Lestander started as a cross-country skier, but he was also an experienced hunter, and thus ended up with biathlon. At the 1960 Olympics he placed 15th out of 30 in skiing, but became the first international competitor to ever hit all 20 targets, and hence won the gold medal. His rival Aleksandr Privalov needed to clear three targets out of five at the last post to win the event, but managed only two, and ended up with a bronze medal. Meanwhile, the fastest skier Victor Arbez hit only 2 targets out of 20, and placed 25th overall.

Next year Lestander finished ninth individually at the World Championships in Umeå and third with the Swedish team. He retired the same year, never winning a Swedish Championship.

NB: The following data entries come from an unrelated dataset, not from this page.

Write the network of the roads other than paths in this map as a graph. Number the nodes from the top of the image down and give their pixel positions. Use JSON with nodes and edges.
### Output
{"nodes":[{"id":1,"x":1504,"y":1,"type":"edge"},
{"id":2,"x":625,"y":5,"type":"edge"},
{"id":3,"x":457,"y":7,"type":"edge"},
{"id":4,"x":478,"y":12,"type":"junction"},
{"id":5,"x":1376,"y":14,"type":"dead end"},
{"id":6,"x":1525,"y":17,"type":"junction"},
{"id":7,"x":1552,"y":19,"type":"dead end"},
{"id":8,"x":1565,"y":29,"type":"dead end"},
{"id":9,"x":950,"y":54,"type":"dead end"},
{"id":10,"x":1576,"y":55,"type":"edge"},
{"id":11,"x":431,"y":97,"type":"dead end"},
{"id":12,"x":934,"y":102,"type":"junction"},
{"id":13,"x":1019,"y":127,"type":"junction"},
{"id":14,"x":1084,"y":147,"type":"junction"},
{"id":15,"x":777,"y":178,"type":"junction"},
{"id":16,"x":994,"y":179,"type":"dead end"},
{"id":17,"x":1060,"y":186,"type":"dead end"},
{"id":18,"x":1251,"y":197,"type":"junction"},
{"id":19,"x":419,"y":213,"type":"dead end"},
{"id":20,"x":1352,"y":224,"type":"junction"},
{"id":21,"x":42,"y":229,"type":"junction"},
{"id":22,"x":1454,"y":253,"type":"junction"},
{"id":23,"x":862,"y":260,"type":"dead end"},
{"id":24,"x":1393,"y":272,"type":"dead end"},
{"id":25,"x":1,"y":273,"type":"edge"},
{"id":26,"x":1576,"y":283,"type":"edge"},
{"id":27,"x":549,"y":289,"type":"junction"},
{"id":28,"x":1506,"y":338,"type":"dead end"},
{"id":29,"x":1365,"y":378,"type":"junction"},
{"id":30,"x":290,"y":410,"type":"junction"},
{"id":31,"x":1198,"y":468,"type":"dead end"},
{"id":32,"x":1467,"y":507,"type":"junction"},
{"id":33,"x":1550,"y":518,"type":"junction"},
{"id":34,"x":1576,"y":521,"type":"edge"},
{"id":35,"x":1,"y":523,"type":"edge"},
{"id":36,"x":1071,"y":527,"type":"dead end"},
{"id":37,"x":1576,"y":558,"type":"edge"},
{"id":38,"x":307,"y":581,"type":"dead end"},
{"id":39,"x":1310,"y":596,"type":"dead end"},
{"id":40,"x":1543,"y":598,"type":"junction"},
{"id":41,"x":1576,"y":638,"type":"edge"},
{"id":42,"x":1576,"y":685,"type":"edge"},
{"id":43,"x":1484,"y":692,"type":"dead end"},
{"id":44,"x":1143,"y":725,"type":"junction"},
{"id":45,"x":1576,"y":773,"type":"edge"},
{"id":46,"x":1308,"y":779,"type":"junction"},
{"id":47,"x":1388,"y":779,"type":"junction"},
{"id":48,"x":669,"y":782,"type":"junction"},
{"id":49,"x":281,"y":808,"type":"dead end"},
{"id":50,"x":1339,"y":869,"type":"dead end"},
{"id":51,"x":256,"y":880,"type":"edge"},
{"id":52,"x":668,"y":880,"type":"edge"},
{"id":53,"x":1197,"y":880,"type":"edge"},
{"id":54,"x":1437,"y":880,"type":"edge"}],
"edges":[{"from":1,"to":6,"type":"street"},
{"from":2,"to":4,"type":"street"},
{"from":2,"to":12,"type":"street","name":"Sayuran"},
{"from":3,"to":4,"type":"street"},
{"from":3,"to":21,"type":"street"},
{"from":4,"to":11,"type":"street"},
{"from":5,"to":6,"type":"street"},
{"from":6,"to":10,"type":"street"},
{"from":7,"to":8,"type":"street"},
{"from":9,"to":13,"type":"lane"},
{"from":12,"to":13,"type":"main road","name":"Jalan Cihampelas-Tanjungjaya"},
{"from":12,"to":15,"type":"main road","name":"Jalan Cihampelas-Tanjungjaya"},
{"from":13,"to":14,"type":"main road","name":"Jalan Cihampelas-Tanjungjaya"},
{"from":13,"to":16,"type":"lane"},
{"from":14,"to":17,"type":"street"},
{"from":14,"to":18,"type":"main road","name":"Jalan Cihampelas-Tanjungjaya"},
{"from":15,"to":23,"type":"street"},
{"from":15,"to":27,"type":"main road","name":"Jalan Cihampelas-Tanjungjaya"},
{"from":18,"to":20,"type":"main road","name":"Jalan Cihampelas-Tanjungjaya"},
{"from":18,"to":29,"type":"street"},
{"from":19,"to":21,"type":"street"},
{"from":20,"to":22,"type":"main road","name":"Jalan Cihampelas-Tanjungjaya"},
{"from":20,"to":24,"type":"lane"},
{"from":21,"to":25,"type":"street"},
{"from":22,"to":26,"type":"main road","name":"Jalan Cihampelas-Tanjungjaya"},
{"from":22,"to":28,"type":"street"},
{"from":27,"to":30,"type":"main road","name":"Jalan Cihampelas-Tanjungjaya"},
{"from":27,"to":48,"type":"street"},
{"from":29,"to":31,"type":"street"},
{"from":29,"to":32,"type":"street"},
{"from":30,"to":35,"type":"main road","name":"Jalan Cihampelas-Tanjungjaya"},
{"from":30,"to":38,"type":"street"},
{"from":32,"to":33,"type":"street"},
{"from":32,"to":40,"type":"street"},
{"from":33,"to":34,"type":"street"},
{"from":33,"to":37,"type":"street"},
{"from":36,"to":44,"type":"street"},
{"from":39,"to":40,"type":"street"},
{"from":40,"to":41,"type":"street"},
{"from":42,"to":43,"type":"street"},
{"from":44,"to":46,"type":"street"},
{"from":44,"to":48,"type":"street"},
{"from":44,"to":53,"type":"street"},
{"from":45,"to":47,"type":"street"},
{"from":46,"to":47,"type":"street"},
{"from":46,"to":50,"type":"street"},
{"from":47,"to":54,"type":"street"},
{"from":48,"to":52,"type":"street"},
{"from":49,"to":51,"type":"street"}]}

Lestander lived all his life in Arjeplog, where a square is named after him. He was a cousin of the forest worker and Left Party Member of Parliament Paul Lestander. His son, Dan Lestander, was an artist and won the snow sculpture contest at the Olympic Arts Festival in Albertville, France, in 1992.

Lestander died at his home in Arjeplog on 13 January 2023, at the age of 91.